Personal information
- Full name: Shanel Francine Daley
- Born: 25 December 1988 (age 37) Jamaica
- Batting: Left-handed
- Bowling: Left-arm medium
- Role: All-rounder
- Relations: Aaron Daley (father)

International information
- National side: West Indies (2008–2017);
- ODI debut (cap 66): 5 November 2008 v Sri Lanka
- Last ODI: 11 July 2017 v Pakistan
- ODI shirt no.: 31
- T20I debut (cap 18): 13 June 2009 v New Zealand
- Last T20I: 9 November 2014 v Australia

Domestic team information
- 2008–2017: Jamaica
- 2013: Staffordshire

Career statistics
| Competition | WODI | WT20I | WLA | WT20 |
| Matches | 70 | 68 | 101 | 86 |
| Runs scored | 1,001 | 464 | 1,538 | 658 |
| Batting average | 19.62 | 12.21 | 20.78 | 12.90 |
| 100s/50s | 0/3 | 0/0 | 0/6 | 0/0 |
| Top score | 63 | 48 | 63 | 48 |
| Balls bowled | 2977 | 1,363 | 4,201 | 1,748 |
| Wickets | 73 | 72 | 130 | 99 |
| Bowling average | 23.30 | 15.45 | 16.92 | 13.47 |
| 5 wickets in innings | 0 | 1 | 2 | 2 |
| 10 wickets in match | 0 | 0 | 0 | 0 |
| Best bowling | 4/29 | 5/15 | 8/7 | 5/11 |
| Catches/stumpings | 23/– | 15/– | 30/– | 23/– |
- Source: CricketArchive, 31 May 2021

= Shanel Daley =

Cricketer

Shanel Francine Daley (born 25 December 1988) is a Jamaican former cricketer who played as a left-arm medium bowler and left-handed batter.

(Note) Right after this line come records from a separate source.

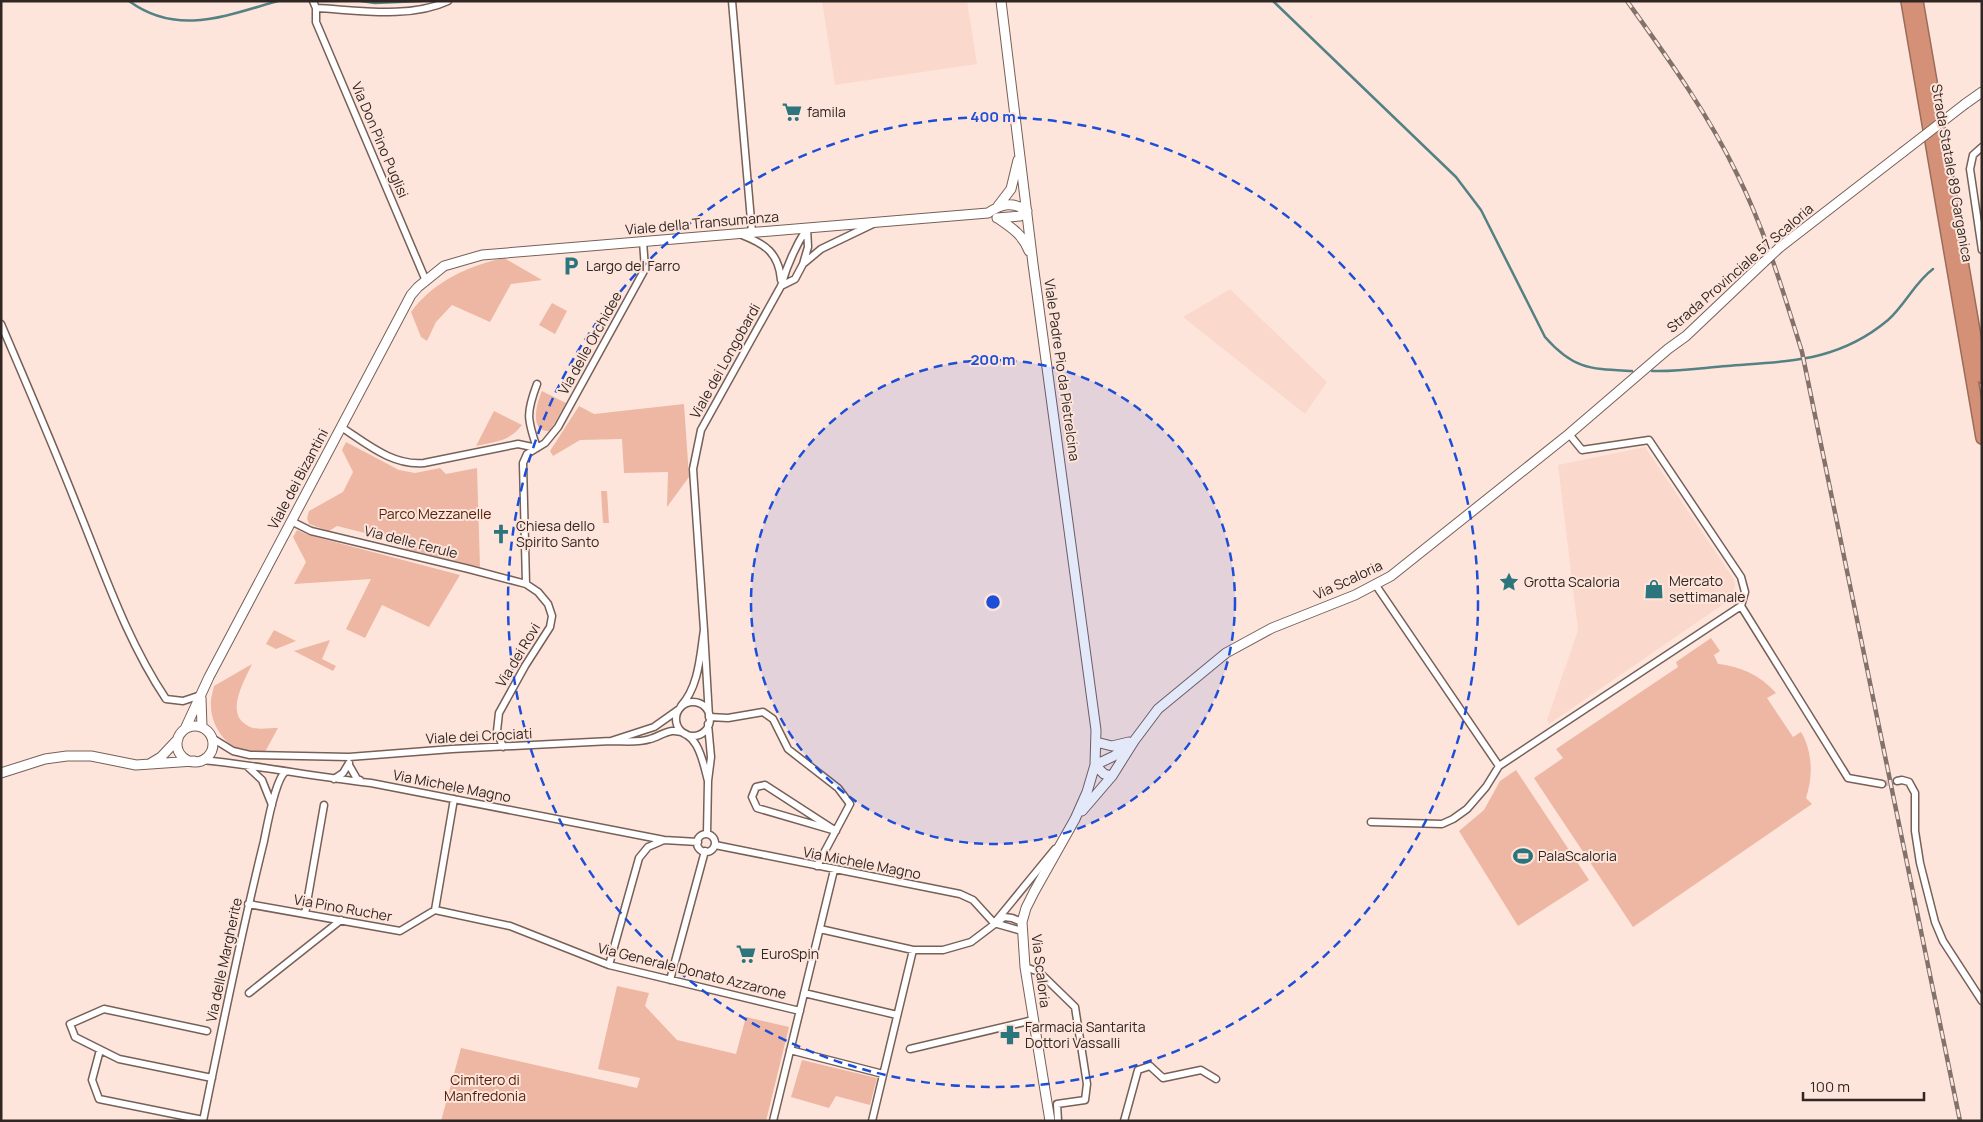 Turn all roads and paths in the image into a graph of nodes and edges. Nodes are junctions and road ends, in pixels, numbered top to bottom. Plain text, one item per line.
1 (448, 1) edge
2 (732, 1) edge
3 (1001, 1) edge
4 (1907, 1) edge
5 (1917, 1) edge
6 (314, 5) edge
7 (1982, 92) edge
8 (1982, 147) edge
9 (1020, 152) junction
10 (998, 206) junction
11 (1027, 211) junction
12 (988, 213) junction
13 (999, 219) junction
14 (877, 222) junction
15 (807, 228) junction
16 (752, 232) junction
17 (738, 234) junction
18 (644, 242) junction
19 (1982, 250) edge
20 (803, 264) junction
21 (1033, 264) junction
22 (426, 281) junction
23 (781, 286) junction
24 (1, 324) edge
25 (1982, 377) edge
26 (537, 384) dead end
27 (340, 427) junction
28 (1569, 434) junction
29 (1982, 438) edge
30 (537, 448) junction
31 (291, 520) junction
32 (526, 584) junction
33 (1375, 584) junction
34 (1741, 606) junction
35 (704, 630) junction
36 (201, 695) junction
37 (679, 708) junction
38 (709, 717) junction
39 (708, 724) junction
40 (202, 727) junction
41 (185, 728) junction
42 (684, 734) junction
43 (212, 738) junction
44 (178, 739) junction
45 (1134, 740) junction
46 (611, 741) junction
47 (1096, 742) junction
48 (503, 747) junction
49 (349, 757) junction
50 (197, 761) junction
51 (149, 764) junction
52 (349, 765) junction
53 (1094, 765) junction
54 (245, 766) junction
55 (1499, 766) junction
56 (285, 772) junction
57 (1, 773) edge
58 (1112, 776) junction
59 (334, 779) junction
60 (708, 781) junction
61 (1897, 781) dead end
62 (371, 782) junction
63 (1882, 784) tunnel mouth
64 (454, 799) junction
65 (272, 805) junction
66 (324, 805) dead end
67 (1075, 819) junction
68 (1371, 822) dead end
69 (836, 831) junction
70 (707, 834) junction
71 (664, 840) junction
72 (698, 842) junction
73 (715, 845) junction
74 (1059, 845) junction
75 (705, 851) junction
76 (817, 866) junction
77 (834, 870) junction
78 (248, 904) junction
79 (435, 910) junction
80 (305, 914) junction
81 (341, 920) junction
82 (994, 923) junction
83 (1022, 926) junction
84 (820, 929) junction
85 (913, 950) junction
86 (609, 965) junction
87 (1025, 967) junction
88 (670, 980) junction
89 (249, 993) dead end
90 (804, 993) junction
91 (1982, 1001) edge
92 (800, 1011) junction
93 (897, 1015) junction
94 (1033, 1020) junction
95 (207, 1031) dead end
96 (910, 1049) dead end
97 (100, 1050) junction
98 (790, 1050) junction
99 (883, 1074) junction
100 (212, 1078) junction
101 (1216, 1079) dead end
102 (203, 1121) edge
103 (773, 1121) edge
104 (872, 1121) edge
105 (1050, 1121) edge
106 (1058, 1121) edge
107 (1124, 1121) edge

1 - 6 street
2 - 16 street
3 - 9 street, Viale Padre Pio da Pietrelcina
4 - 29 highway, Strada Statale 89 Garganica
5 - 25 highway, Strada Statale 89 Garganica
6 - 22 street, Via Don Pino Puglisi
7 - 28 street, Strada Provinciale 57 Scaloria, bridge
8 - 19 street
9 - 10 street
9 - 11 street, Viale Padre Pio da Pietrelcina
10 - 11 street
10 - 12 street
11 - 13 street
11 - 21 street, Viale Padre Pio da Pietrelcina
12 - 13 street
12 - 14 street, Viale della Transumanza
13 - 21 street
14 - 15 street, Viale della Transumanza
14 - 20 street, Viale dei Longobardi
15 - 16 street, Viale della Transumanza
15 - 20 street, Viale dei Longobardi
15 - 23 street, Viale dei Longobardi
16 - 17 street, Viale della Transumanza
17 - 18 street, Viale della Transumanza
17 - 23 street
18 - 22 street, Viale della Transumanza
18 - 30 street, Via delle Orchidee
20 - 23 street, Viale dei Longobardi
21 - 47 street, Viale Padre Pio da Pietrelcina
22 - 27 street, Viale dei Bizantini
23 - 35 street, Viale dei Longobardi
24 - 36 street
26 - 30 street
27 - 30 street
27 - 31 street, Viale dei Bizantini
28 - 33 street, Via Scaloria
28 - 34 street
30 - 32 street, Via delle Orchidee
31 - 32 street, Via delle Ferule
31 - 36 street, Viale dei Bizantini
32 - 48 street, Via dei Rovi
33 - 45 street, Via Scaloria
33 - 55 street
34 - 55 street
34 - 63 street
35 - 37 street, Viale dei Longobardi
35 - 38 street, Viale dei Longobardi
36 - 40 street, Viale dei Bizantini
36 - 41 street, Viale dei Bizantini
37 - 38 street
37 - 42 street
37 - 46 street, Viale dei Crociati
38 - 39 street
38 - 69 street
39 - 42 street, Viale dei Crociati
39 - 60 street
40 - 41 street
40 - 43 street
41 - 44 street
42 - 46 street, Viale dei Crociati
42 - 60 street
43 - 49 street, Viale dei Crociati
43 - 50 street
44 - 50 street
44 - 51 street
45 - 47 street
45 - 53 street, Via Scaloria
45 - 58 street, Via Scaloria
46 - 48 street, Viale dei Crociati
47 - 53 street, Via Scaloria
48 - 49 street, Viale dei Crociati
49 - 52 street
50 - 51 street
50 - 54 street, Via Michele Magno
51 - 57 street
52 - 59 street
52 - 62 street
53 - 58 street
53 - 67 street, Via Scaloria
54 - 56 street, Via Michele Magno
54 - 65 street
55 - 68 street
56 - 59 street, Via Michele Magno
56 - 65 street, Via delle Margherite
58 - 67 street, Via Scaloria
59 - 62 street, Via Michele Magno
60 - 70 street
61 - 91 street
62 - 64 street, Via Michele Magno
64 - 71 street, Via Michele Magno
64 - 79 street
65 - 78 street, Via delle Margherite
66 - 80 street
67 - 74 street, Via Scaloria
69 - 69 street
69 - 76 street
70 - 72 street
70 - 73 street
71 - 72 street, Via Michele Magno
71 - 86 street
72 - 75 street
73 - 75 street
73 - 76 street, Via Michele Magno
74 - 82 street, Via Scaloria
74 - 83 street, Via Scaloria
75 - 88 street
76 - 77 street, Via Michele Magno
77 - 82 street, Via Michele Magno
77 - 84 street
78 - 80 street, Via Pino Rucher
78 - 100 street, Via delle Margherite
79 - 81 street, Via Pino Rucher
79 - 86 street, Via Generale Donato Azzarone
80 - 81 street, Via Pino Rucher
81 - 89 street
82 - 83 street
82 - 85 street, Via Scaloria
83 - 87 street, Via Scaloria
84 - 85 street, Via Scaloria
84 - 90 street
85 - 93 street
86 - 88 street, Via Generale Donato Azzarone
87 - 94 street, Via Scaloria
87 - 106 street
88 - 92 street, Via Generale Donato Azzarone
90 - 92 street
90 - 93 street
92 - 98 street
93 - 99 street
94 - 96 street, Via Scaloria
94 - 105 street, Via Scaloria
95 - 97 street
97 - 100 street
97 - 102 street
98 - 99 street
98 - 103 street
99 - 104 street
100 - 102 street, Via delle Margherite
101 - 107 street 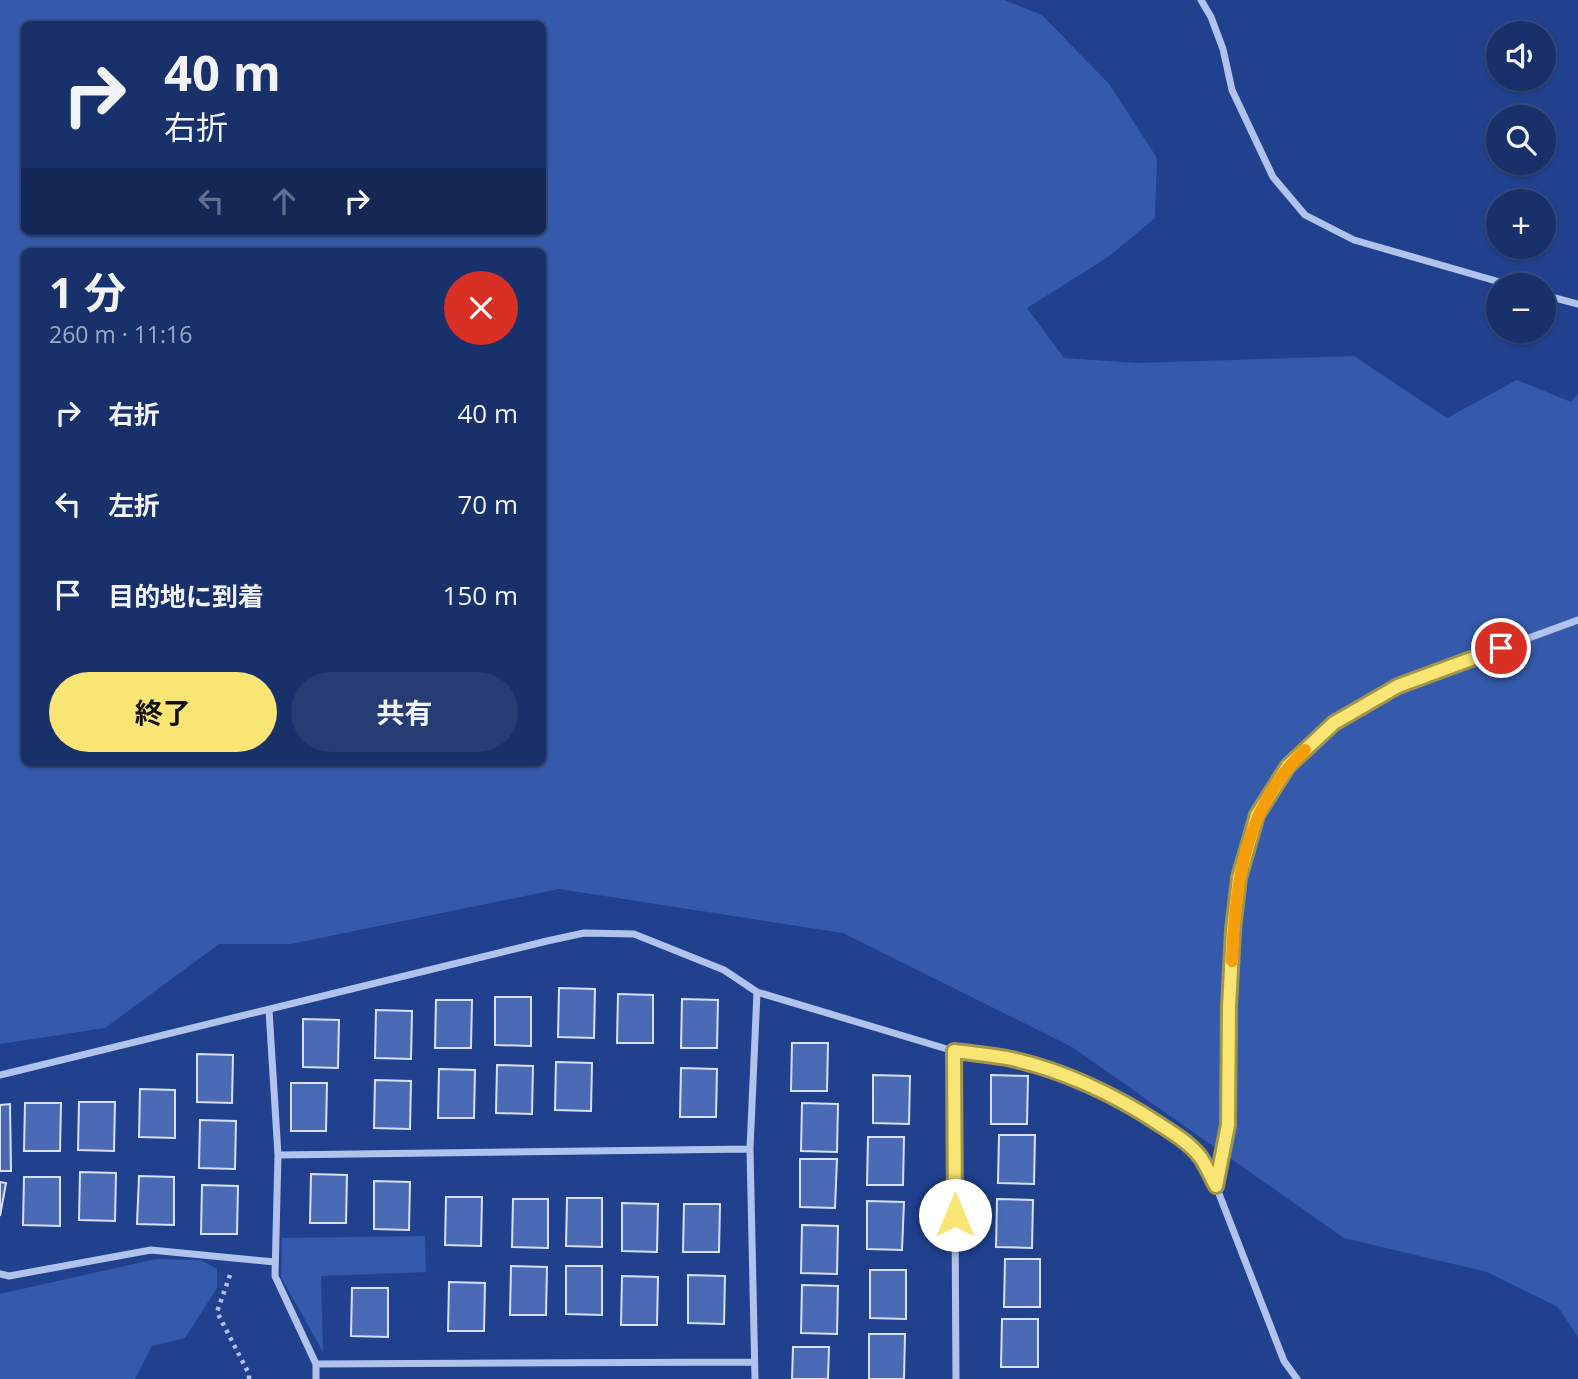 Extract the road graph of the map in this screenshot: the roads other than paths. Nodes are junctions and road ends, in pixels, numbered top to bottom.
1 (1201, 0) edge
2 (1486, 278) edge
3 (1556, 298) edge
4 (1578, 304) edge
5 (1578, 620) edge
6 (757, 992) junction
7 (269, 1010) junction
8 (954, 1051) junction
9 (0, 1075) edge
10 (750, 1149) junction
11 (278, 1155) junction
12 (1216, 1186) junction
13 (275, 1262) junction
14 (0, 1274) edge
15 (754, 1362) junction
16 (316, 1364) junction
17 (316, 1379) edge
18 (755, 1379) edge
19 (956, 1379) edge
20 (1297, 1379) edge

1 - 2 street
3 - 4 street
5 - 12 street
6 - 7 street
6 - 8 street
6 - 10 street
7 - 9 street
7 - 11 street
8 - 12 street
8 - 19 street
10 - 11 street
10 - 15 street
11 - 13 street
12 - 20 street
13 - 14 street
13 - 16 street
15 - 16 street
15 - 18 street
16 - 17 street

She appeared in 70 One Day Internationals and 68 Twenty20 Internationals for the West Indies between 2008 and 2017. She played domestic cricket for Jamaica, as well as spending one season with Staffordshire.

Daley is the daughter of Jamaican former fast bowler Aaron Daley. She was diagnosed with clinical depression following the 2017 Women's Cricket World Cup; after her recovery she returned to club cricket in 2019.